Assigned task:
In the listing below, start your output at the line with "wrist: (246, 419)" and end it after the line with "pinky pip: (339, 320)", copying every line exactly.

Extracted entries:
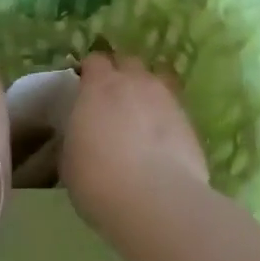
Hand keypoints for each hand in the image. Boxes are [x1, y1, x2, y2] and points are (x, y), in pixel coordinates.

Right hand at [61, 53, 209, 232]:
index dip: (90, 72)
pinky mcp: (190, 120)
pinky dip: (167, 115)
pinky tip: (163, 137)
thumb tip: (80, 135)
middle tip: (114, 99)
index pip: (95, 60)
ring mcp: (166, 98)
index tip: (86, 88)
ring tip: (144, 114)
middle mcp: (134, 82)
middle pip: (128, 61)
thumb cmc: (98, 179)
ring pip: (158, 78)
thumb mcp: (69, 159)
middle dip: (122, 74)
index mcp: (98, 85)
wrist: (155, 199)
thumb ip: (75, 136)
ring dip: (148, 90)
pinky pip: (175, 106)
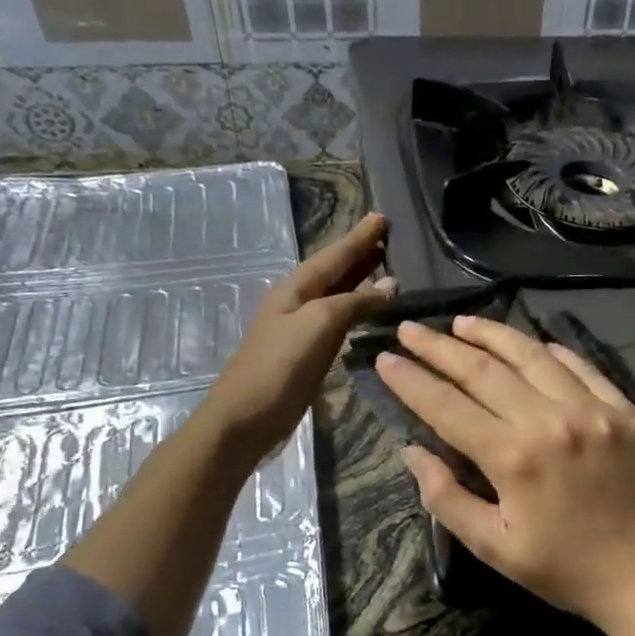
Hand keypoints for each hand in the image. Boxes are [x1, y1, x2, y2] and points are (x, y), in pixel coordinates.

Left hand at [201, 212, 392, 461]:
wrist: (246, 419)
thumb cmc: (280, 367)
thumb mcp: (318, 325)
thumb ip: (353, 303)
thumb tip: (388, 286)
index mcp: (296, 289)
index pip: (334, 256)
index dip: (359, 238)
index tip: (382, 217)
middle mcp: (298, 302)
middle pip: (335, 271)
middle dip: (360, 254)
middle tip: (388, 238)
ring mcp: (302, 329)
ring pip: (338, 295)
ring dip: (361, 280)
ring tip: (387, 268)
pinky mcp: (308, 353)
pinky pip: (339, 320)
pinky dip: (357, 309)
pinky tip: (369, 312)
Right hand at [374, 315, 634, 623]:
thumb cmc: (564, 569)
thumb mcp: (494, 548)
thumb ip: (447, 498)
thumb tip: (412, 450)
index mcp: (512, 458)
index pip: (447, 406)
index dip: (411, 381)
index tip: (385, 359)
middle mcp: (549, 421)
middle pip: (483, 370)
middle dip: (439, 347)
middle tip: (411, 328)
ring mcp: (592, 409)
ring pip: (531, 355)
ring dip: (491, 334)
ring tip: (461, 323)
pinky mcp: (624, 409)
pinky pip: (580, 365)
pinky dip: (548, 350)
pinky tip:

Your solution:
wrist: (246, 419)
thumb cmc: (280, 367)
thumb mcp: (318, 325)
thumb ip: (353, 303)
thumb tip: (388, 286)
index mcp: (296, 289)
index pip: (334, 256)
index dip: (359, 238)
index tip: (382, 217)
middle mcp: (298, 302)
middle pip: (335, 271)
middle dip: (360, 254)
middle tip: (388, 238)
ring mcp: (302, 329)
ring pip: (338, 295)
ring dip: (361, 280)
ring tip: (387, 268)
pinky mcp: (308, 353)
pinky pip: (339, 320)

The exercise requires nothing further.